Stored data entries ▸
# # # # #
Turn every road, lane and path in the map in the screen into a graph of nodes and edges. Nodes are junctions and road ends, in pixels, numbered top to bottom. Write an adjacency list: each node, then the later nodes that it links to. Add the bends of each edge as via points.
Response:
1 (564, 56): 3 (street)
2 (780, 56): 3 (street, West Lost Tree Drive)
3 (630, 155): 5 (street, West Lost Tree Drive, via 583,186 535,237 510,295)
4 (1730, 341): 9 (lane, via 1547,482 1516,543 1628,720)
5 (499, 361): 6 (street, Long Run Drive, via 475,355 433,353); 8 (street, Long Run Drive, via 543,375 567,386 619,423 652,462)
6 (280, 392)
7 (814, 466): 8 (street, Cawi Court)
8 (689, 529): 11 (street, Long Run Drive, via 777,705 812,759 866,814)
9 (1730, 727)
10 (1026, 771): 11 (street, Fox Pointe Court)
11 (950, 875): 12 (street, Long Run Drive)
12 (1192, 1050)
# # # # #
WORK ORDER ▸ Down to the last line, retype the entries above exactly.

EXPECTED ANSWER ▸
Turn every road, lane and path in the map in the screen into a graph of nodes and edges. Nodes are junctions and road ends, in pixels, numbered top to bottom. Write an adjacency list: each node, then the later nodes that it links to. Add the bends of each edge as via points.
Response:
1 (564, 56): 3 (street)
2 (780, 56): 3 (street, West Lost Tree Drive)
3 (630, 155): 5 (street, West Lost Tree Drive, via 583,186 535,237 510,295)
4 (1730, 341): 9 (lane, via 1547,482 1516,543 1628,720)
5 (499, 361): 6 (street, Long Run Drive, via 475,355 433,353); 8 (street, Long Run Drive, via 543,375 567,386 619,423 652,462)
6 (280, 392)
7 (814, 466): 8 (street, Cawi Court)
8 (689, 529): 11 (street, Long Run Drive, via 777,705 812,759 866,814)
9 (1730, 727)
10 (1026, 771): 11 (street, Fox Pointe Court)
11 (950, 875): 12 (street, Long Run Drive)
12 (1192, 1050)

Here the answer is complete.